== Action item ==
Copy out the data exactly as it appears, without a single image.

#### Stored data

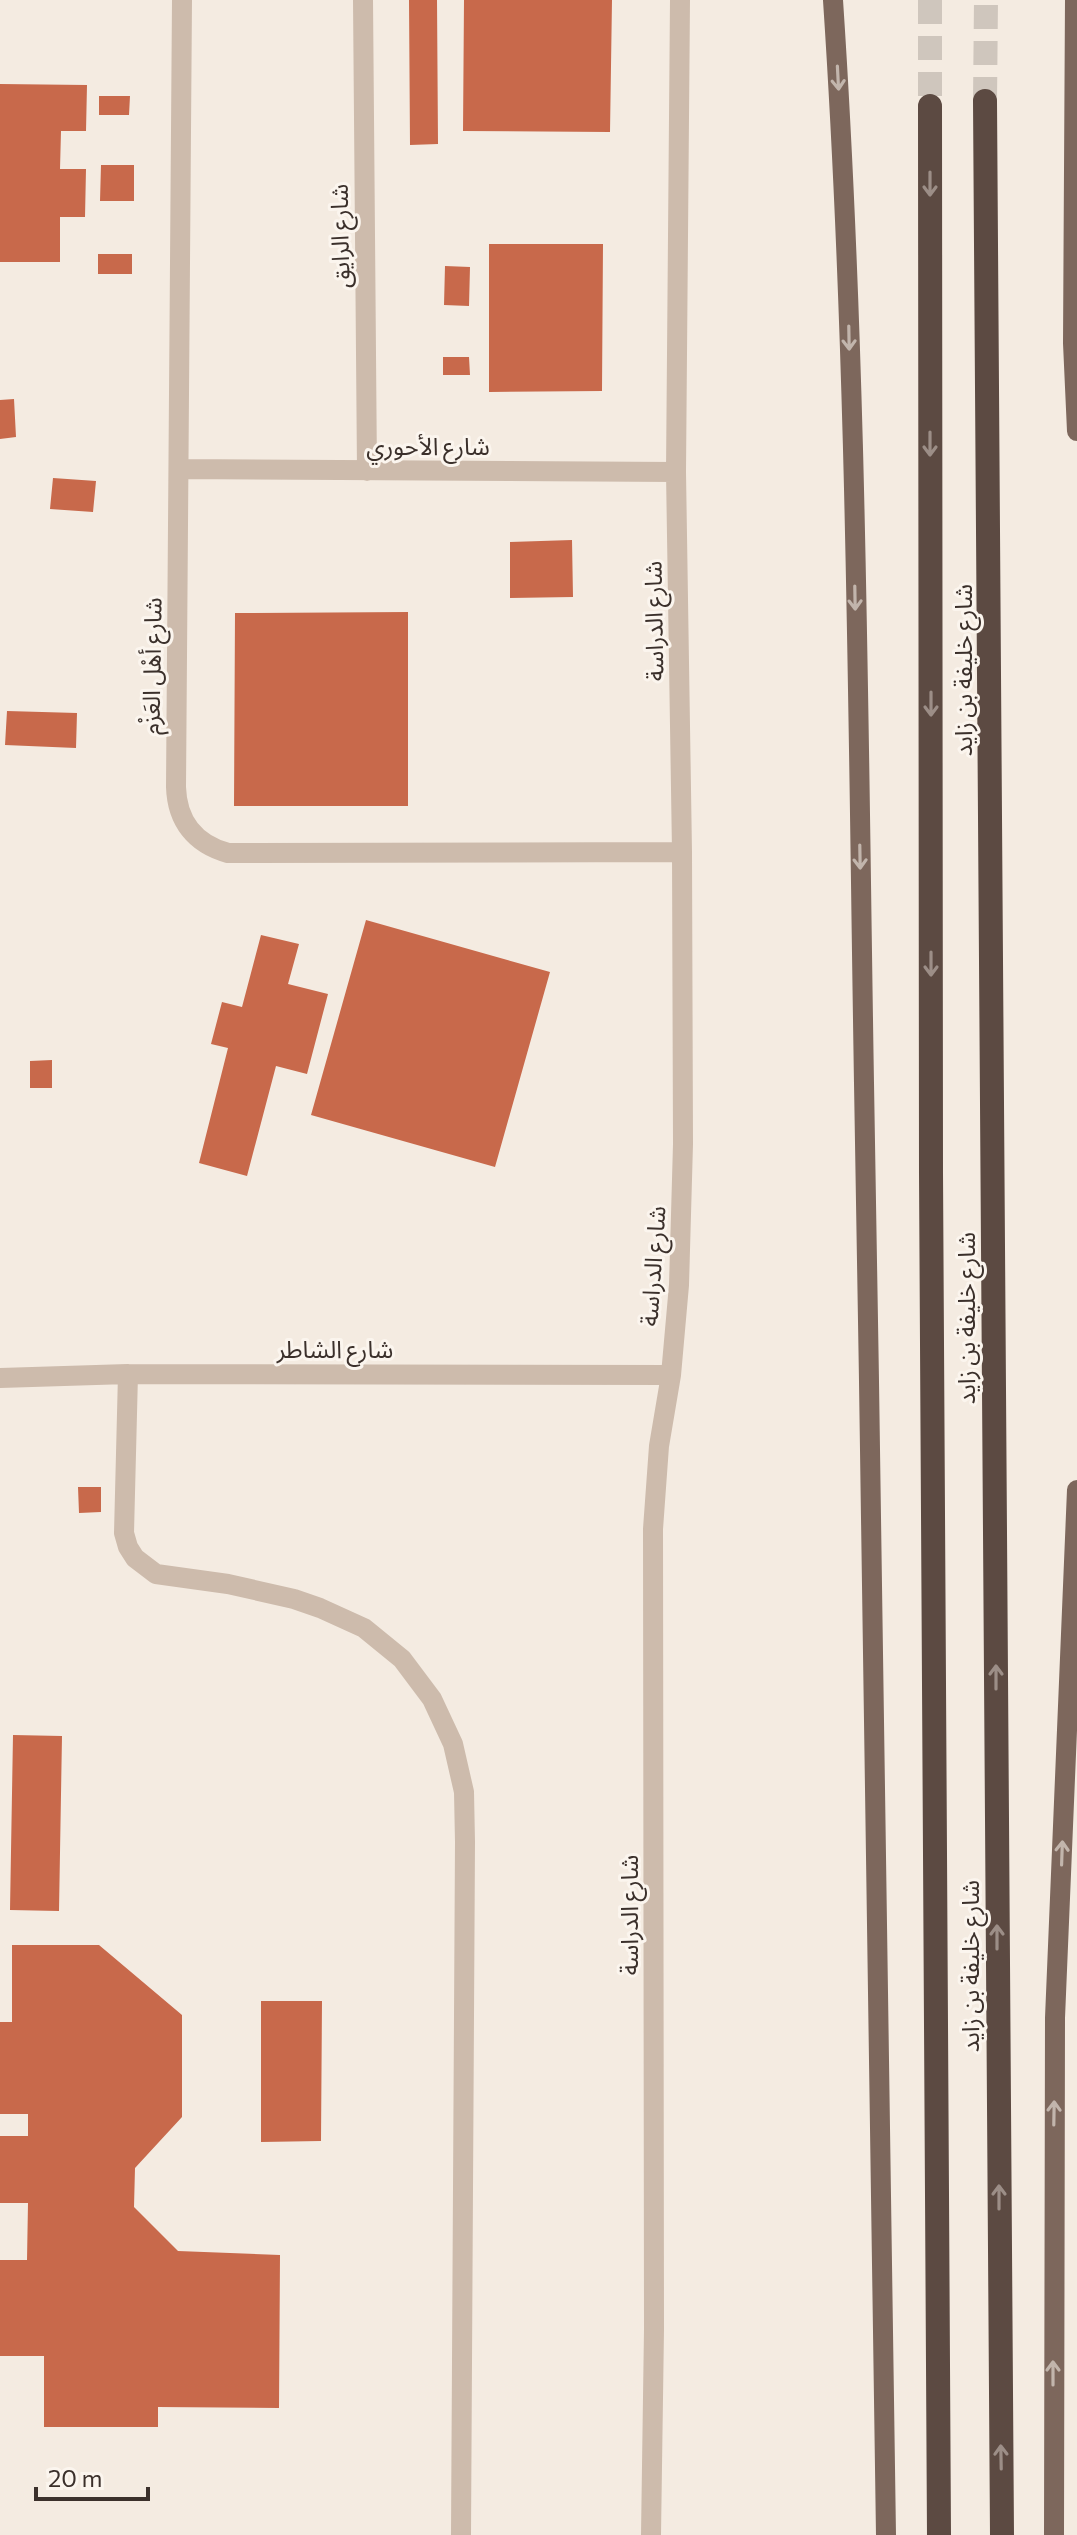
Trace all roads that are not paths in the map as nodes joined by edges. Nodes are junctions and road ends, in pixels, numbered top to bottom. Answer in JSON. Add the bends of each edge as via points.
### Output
{"nodes":[{"id":1,"x":182,"y":0,"type":"edge"},
{"id":2,"x":363,"y":0,"type":"edge"},
{"id":3,"x":680,"y":0,"type":"edge"},
{"id":4,"x":833,"y":0,"type":"edge"},
{"id":5,"x":1075,"y":0,"type":"edge"},
{"id":6,"x":985,"y":101,"type":"tunnel mouth"},
{"id":7,"x":930,"y":106,"type":"tunnel mouth"},
{"id":8,"x":1077,"y":431,"type":"edge"},
{"id":9,"x":179,"y":469,"type":"junction"},
{"id":10,"x":367,"y":471,"type":"junction"},
{"id":11,"x":676,"y":472,"type":"junction"},
{"id":12,"x":682,"y":852,"type":"junction"},
{"id":13,"x":128,"y":1374,"type":"junction"},
{"id":14,"x":671,"y":1375,"type":"junction"},
{"id":15,"x":0,"y":1378,"type":"edge"},
{"id":16,"x":1077,"y":1490,"type":"edge"},
{"id":17,"x":461,"y":2535,"type":"edge"},
{"id":18,"x":651,"y":2535,"type":"edge"},
{"id":19,"x":886,"y":2535,"type":"edge"},
{"id":20,"x":939,"y":2535,"type":"edge"},
{"id":21,"x":1002,"y":2535,"type":"edge"},
{"id":22,"x":1054,"y":2535,"type":"edge"}],
"edges":[{"from":1,"to":9,"type":"street","name":"شارع أهْل العَزْم"},
{"from":2,"to":10,"type":"street","name":"شارع الرايق"},
{"from":3,"to":11,"type":"street","name":"شارع الدراسة"},
{"from":4,"to":19,"type":"main road","one_way":true,"via":[[849,315],[880,1931]]},
{"from":5,"to":8,"type":"main road"},
{"from":21,"to":6,"type":"highway","name":"شارع خليفة بن زايد","one_way":true},
{"from":7,"to":20,"type":"highway","name":"شارع خليفة بن زايد","one_way":true},
{"from":9,"to":10,"type":"street","name":"شارع الأحوري"},
{"from":9,"to":12,"type":"street","name":"شارع أهْل العَزْم","via":[[176,802],[200,841],[228,853]]},
{"from":10,"to":11,"type":"street","name":"شارع الأحوري"},
{"from":11,"to":12,"type":"street","name":"شارع الدراسة"},
{"from":12,"to":14,"type":"street","name":"شارع الدراسة","via":[[681,1248]]},
{"from":13,"to":14,"type":"street","name":"شارع الشاطر"},
{"from":13,"to":15,"type":"street","name":"شارع الشاطر"},
{"from":13,"to":17,"type":"street","via":[[124,1533],[135,1558],[156,1574],[294,1599],[364,1628],[402,1659],[432,1699],[453,1744],[464,1792],[465,1842]]},
{"from":14,"to":18,"type":"street","name":"شارع الدراسة","via":[[653,1529]]},
{"from":22,"to":16,"type":"main road","one_way":true,"via":[[1055,2018]]}]}
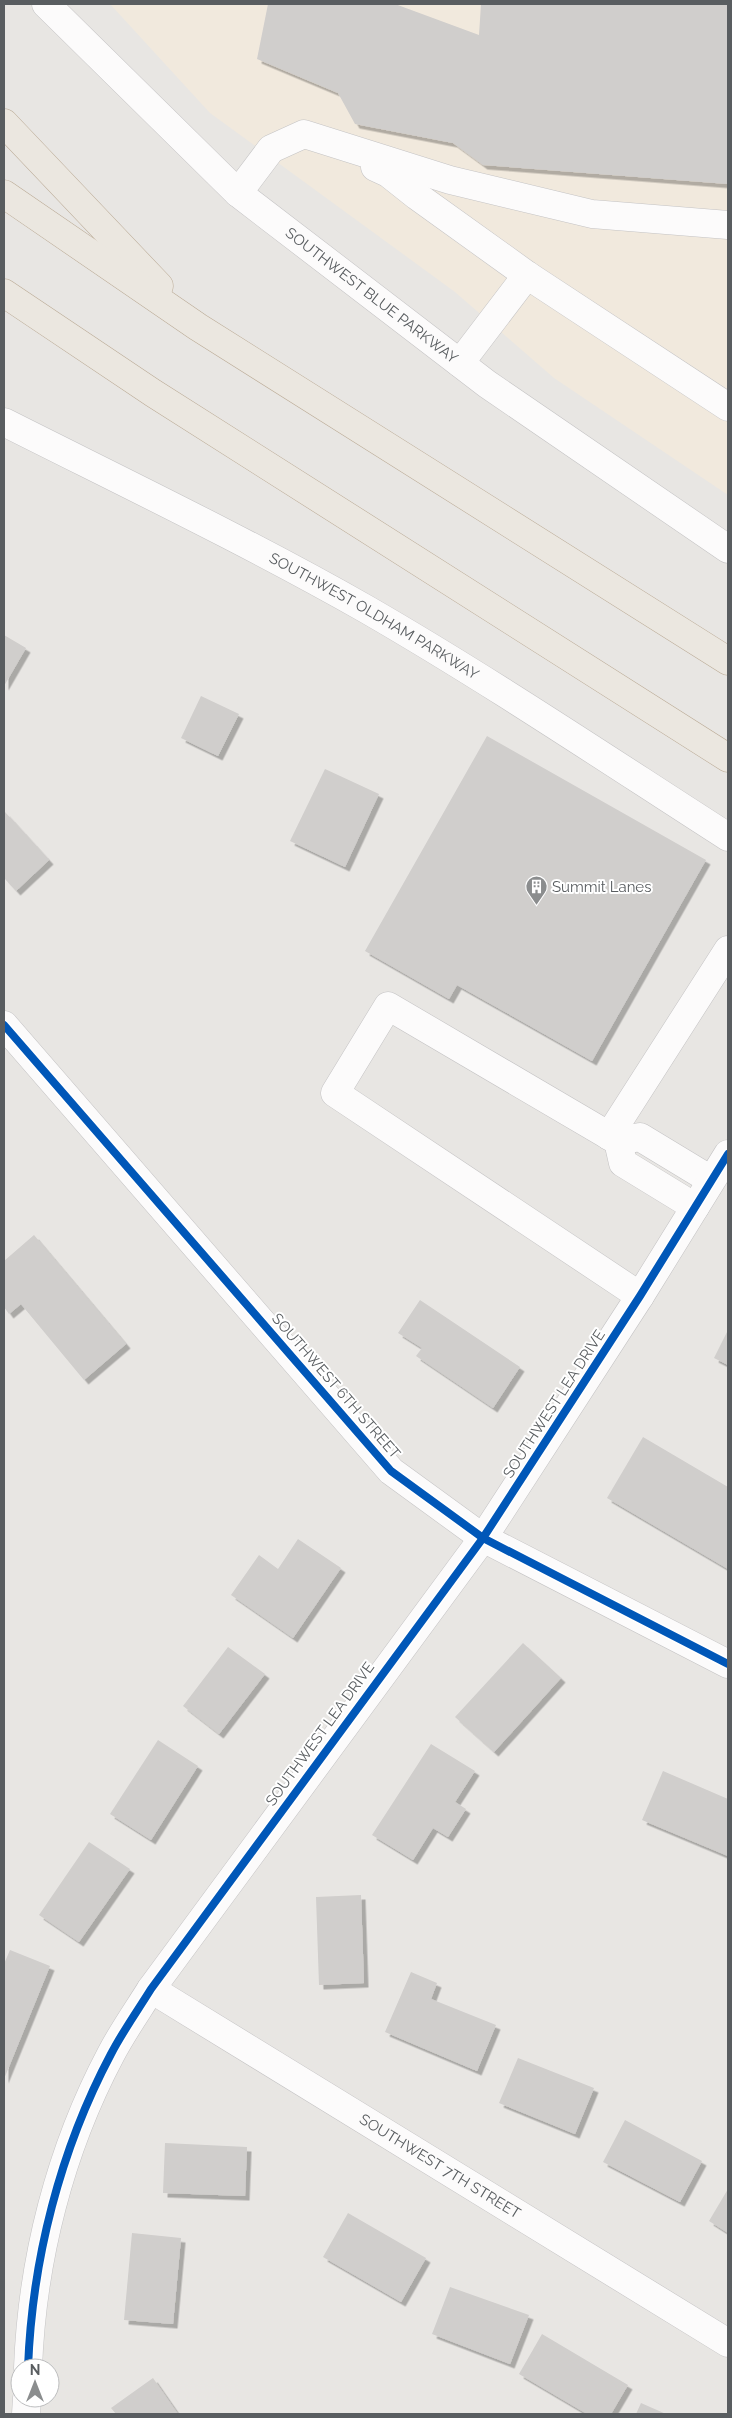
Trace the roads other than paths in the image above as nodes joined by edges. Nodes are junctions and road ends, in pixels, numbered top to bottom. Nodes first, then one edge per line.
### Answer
1 (46, 4) edge
2 (4, 123) edge
3 (304, 134) junction
4 (238, 193) junction
5 (4, 194) edge
6 (728, 225) edge
7 (527, 275) junction
8 (4, 293) edge
9 (198, 327) junction
10 (460, 363) junction
11 (728, 406) edge
12 (4, 422) edge
13 (728, 549) edge
14 (728, 661) edge
15 (728, 758) edge
16 (728, 837) edge
17 (728, 950) edge
18 (4, 1025) edge
19 (614, 1139) junction
20 (728, 1154) edge
21 (711, 1180) junction
22 (695, 1207) junction
23 (640, 1296) junction
24 (483, 1538) junction
25 (728, 1664) edge
26 (151, 1989) junction
27 (728, 2343) edge
28 (29, 2358) edge

1 - 4 street, SOUTHWEST BLUE PARKWAY
2 - 9 highway
3 - 4 street
3 - 6 street
3 - 7 street
4 - 10 street, SOUTHWEST BLUE PARKWAY
5 - 9 highway
7 - 10 street
7 - 11 street
8 - 15 highway
9 - 14 highway
10 - 13 street, SOUTHWEST BLUE PARKWAY
12 - 16 street, SOUTHWEST OLDHAM PARKWAY
17 - 19 street
18 - 24 street, SOUTHWEST 6TH STREET
19 - 21 street
19 - 22 street
19 - 23 street
20 - 21 street, SOUTHWEST LEA DRIVE
21 - 22 street, SOUTHWEST LEA DRIVE
22 - 23 street, SOUTHWEST LEA DRIVE
23 - 24 street, SOUTHWEST LEA DRIVE
24 - 25 street, SOUTHWEST 6TH STREET
24 - 26 street, SOUTHWEST LEA DRIVE
26 - 27 street, SOUTHWEST 7TH STREET
26 - 28 street, SOUTHWEST LEA DRIVE

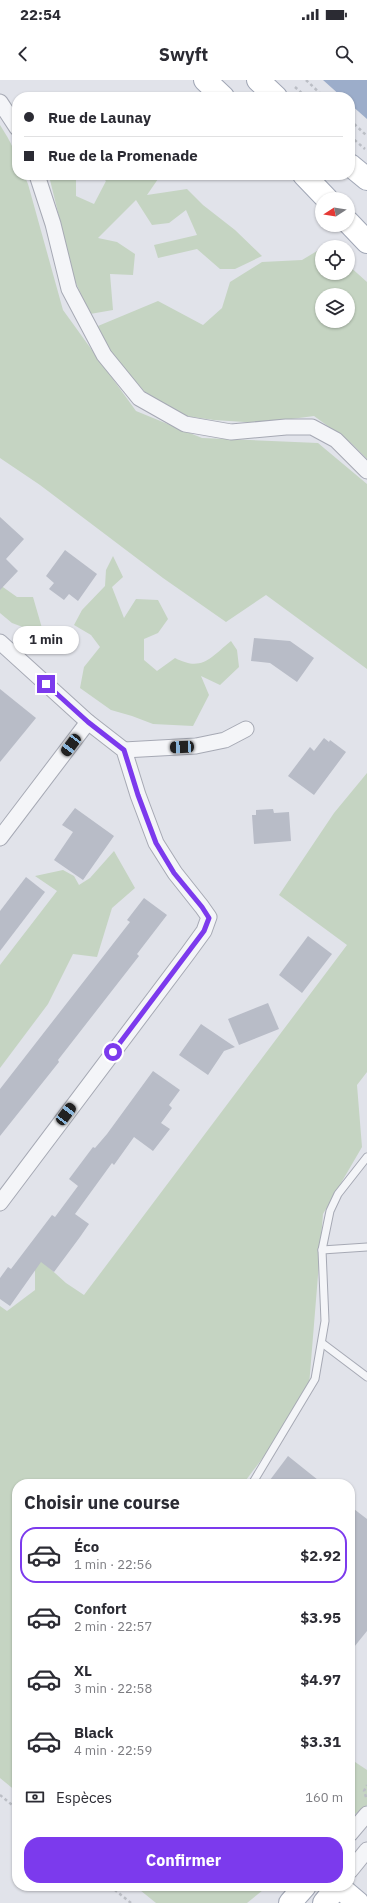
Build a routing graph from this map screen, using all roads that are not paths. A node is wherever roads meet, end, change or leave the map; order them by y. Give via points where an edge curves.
1 (205, 80) edge
2 (258, 80) edge
3 (284, 91) edge
4 (218, 92) edge
5 (0, 102) edge
6 (12, 120) edge
7 (355, 169) edge
8 (367, 179) edge
9 (38, 180) edge
10 (309, 180) edge
11 (320, 192) edge
12 (355, 229) edge
13 (367, 242) edge
14 (367, 470) edge
15 (0, 642) edge
16 (88, 722) junction
17 (246, 729) dead end
18 (124, 750) junction
19 (0, 838) edge
20 (367, 1157) edge
21 (0, 1203) edge
22 (367, 1248) edge
23 (322, 1250) junction
24 (322, 1343) junction
25 (367, 1377) edge
26 (255, 1479) edge
27 (367, 1814) edge
28 (355, 1828) edge
29 (367, 1850) edge
30 (355, 1865) edge
31 (301, 1891) edge
32 (334, 1891) edge
33 (344, 1891) edge
34 (290, 1903) edge
35 (324, 1903) edge
36 (358, 1903) edge

1 - 4 main road
2 - 3 main road
5 - 6 street
7 - 8 main road
9 - 14 street via 53,224 69,289 104,356 139,398 185,424 231,432 312,427 336,440
10 - 11 main road
12 - 13 main road
15 - 16 street
16 - 18 street
16 - 19 street
17 - 18 street via 225,740 196,746
18 - 21 street via 156,843 174,873 209,918 204,931 192,948
20 - 23 lane via 338,1194 330,1211
22 - 23 lane
23 - 24 lane via 325,1321
24 - 25 lane
24 - 26 lane via 315,1379
27 - 28 street
29 - 30 street
31 - 34 main road
32 - 35 main road
33 - 36 main road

########

== Result for this task ==
Trace all roads that are not paths in the map as nodes joined by edges. Nodes are junctions and road ends, in pixels, numbered top to bottom. Answer in JSON. Add the bends of each edge as via points.
### Output
{"nodes":[{"id":1,"x":182,"y":0,"type":"edge"},
{"id":2,"x":363,"y":0,"type":"edge"},
{"id":3,"x":680,"y":0,"type":"edge"},
{"id":4,"x":833,"y":0,"type":"edge"},
{"id":5,"x":1075,"y":0,"type":"edge"},
{"id":6,"x":985,"y":101,"type":"tunnel mouth"},
{"id":7,"x":930,"y":106,"type":"tunnel mouth"},
{"id":8,"x":1077,"y":431,"type":"edge"},
{"id":9,"x":179,"y":469,"type":"junction"},
{"id":10,"x":367,"y":471,"type":"junction"},
{"id":11,"x":676,"y":472,"type":"junction"},
{"id":12,"x":682,"y":852,"type":"junction"},
{"id":13,"x":128,"y":1374,"type":"junction"},
{"id":14,"x":671,"y":1375,"type":"junction"},
{"id":15,"x":0,"y":1378,"type":"edge"},
{"id":16,"x":1077,"y":1490,"type":"edge"},
{"id":17,"x":461,"y":2535,"type":"edge"},
{"id":18,"x":651,"y":2535,"type":"edge"},
{"id":19,"x":886,"y":2535,"type":"edge"},
{"id":20,"x":939,"y":2535,"type":"edge"},
{"id":21,"x":1002,"y":2535,"type":"edge"},
{"id":22,"x":1054,"y":2535,"type":"edge"}],
"edges":[{"from":1,"to":9,"type":"street","name":"شارع أهْل العَزْم"},
{"from":2,"to":10,"type":"street","name":"شارع الرايق"},
{"from":3,"to":11,"type":"street","name":"شارع الدراسة"},
{"from":4,"to":19,"type":"main road","one_way":true,"via":[[849,315],[880,1931]]},
{"from":5,"to":8,"type":"main road"},
{"from":21,"to":6,"type":"highway","name":"شارع خليفة بن زايد","one_way":true},
{"from":7,"to":20,"type":"highway","name":"شارع خليفة بن زايد","one_way":true},
{"from":9,"to":10,"type":"street","name":"شارع الأحوري"},
{"from":9,"to":12,"type":"street","name":"شارع أهْل العَزْم","via":[[176,802],[200,841],[228,853]]},
{"from":10,"to":11,"type":"street","name":"شارع الأحوري"},
{"from":11,"to":12,"type":"street","name":"شارع الدراسة"},
{"from":12,"to":14,"type":"street","name":"شارع الدراسة","via":[[681,1248]]},
{"from":13,"to":14,"type":"street","name":"شارع الشاطر"},
{"from":13,"to":15,"type":"street","name":"شارع الشاطر"},
{"from":13,"to":17,"type":"street","via":[[124,1533],[135,1558],[156,1574],[294,1599],[364,1628],[402,1659],[432,1699],[453,1744],[464,1792],[465,1842]]},
{"from":14,"to":18,"type":"street","name":"شارع الدراسة","via":[[653,1529]]},
{"from":22,"to":16,"type":"main road","one_way":true,"via":[[1055,2018]]}]}
Trace the roads other than paths in the image above as nodes joined by edges. Nodes are junctions and road ends, in pixels, numbered top to bottom. Nodes first, then one edge per line.
### Answer
1 (46, 4) edge
2 (4, 123) edge
3 (304, 134) junction
4 (238, 193) junction
5 (4, 194) edge
6 (728, 225) edge
7 (527, 275) junction
8 (4, 293) edge
9 (198, 327) junction
10 (460, 363) junction
11 (728, 406) edge
12 (4, 422) edge
13 (728, 549) edge
14 (728, 661) edge
15 (728, 758) edge
16 (728, 837) edge
17 (728, 950) edge
18 (4, 1025) edge
19 (614, 1139) junction
20 (728, 1154) edge
21 (711, 1180) junction
22 (695, 1207) junction
23 (640, 1296) junction
24 (483, 1538) junction
25 (728, 1664) edge
26 (151, 1989) junction
27 (728, 2343) edge
28 (29, 2358) edge

1 - 4 street, SOUTHWEST BLUE PARKWAY
2 - 9 highway
3 - 4 street
3 - 6 street
3 - 7 street
4 - 10 street, SOUTHWEST BLUE PARKWAY
5 - 9 highway
7 - 10 street
7 - 11 street
8 - 15 highway
9 - 14 highway
10 - 13 street, SOUTHWEST BLUE PARKWAY
12 - 16 street, SOUTHWEST OLDHAM PARKWAY
17 - 19 street
18 - 24 street, SOUTHWEST 6TH STREET
19 - 21 street
19 - 22 street
19 - 23 street
20 - 21 street, SOUTHWEST LEA DRIVE
21 - 22 street, SOUTHWEST LEA DRIVE
22 - 23 street, SOUTHWEST LEA DRIVE
23 - 24 street, SOUTHWEST LEA DRIVE
24 - 25 street, SOUTHWEST 6TH STREET
24 - 26 street, SOUTHWEST LEA DRIVE
26 - 27 street, SOUTHWEST 7TH STREET
26 - 28 street, SOUTHWEST LEA DRIVE

Build a routing graph from this map screen, using all roads that are not paths. A node is wherever roads meet, end, change or leave the map; order them by y. Give via points where an edge curves.
1 (205, 80) edge
2 (258, 80) edge
3 (284, 91) edge
4 (218, 92) edge
5 (0, 102) edge
6 (12, 120) edge
7 (355, 169) edge
8 (367, 179) edge
9 (38, 180) edge
10 (309, 180) edge
11 (320, 192) edge
12 (355, 229) edge
13 (367, 242) edge
14 (367, 470) edge
15 (0, 642) edge
16 (88, 722) junction
17 (246, 729) dead end
18 (124, 750) junction
19 (0, 838) edge
20 (367, 1157) edge
21 (0, 1203) edge
22 (367, 1248) edge
23 (322, 1250) junction
24 (322, 1343) junction
25 (367, 1377) edge
26 (255, 1479) edge
27 (367, 1814) edge
28 (355, 1828) edge
29 (367, 1850) edge
30 (355, 1865) edge
31 (301, 1891) edge
32 (334, 1891) edge
33 (344, 1891) edge
34 (290, 1903) edge
35 (324, 1903) edge
36 (358, 1903) edge

1 - 4 main road
2 - 3 main road
5 - 6 street
7 - 8 main road
9 - 14 street via 53,224 69,289 104,356 139,398 185,424 231,432 312,427 336,440
10 - 11 main road
12 - 13 main road
15 - 16 street
16 - 18 street
16 - 19 street
17 - 18 street via 225,740 196,746
18 - 21 street via 156,843 174,873 209,918 204,931 192,948
20 - 23 lane via 338,1194 330,1211
22 - 23 lane
23 - 24 lane via 325,1321
24 - 25 lane
24 - 26 lane via 315,1379
27 - 28 street
29 - 30 street
31 - 34 main road
32 - 35 main road
33 - 36 main road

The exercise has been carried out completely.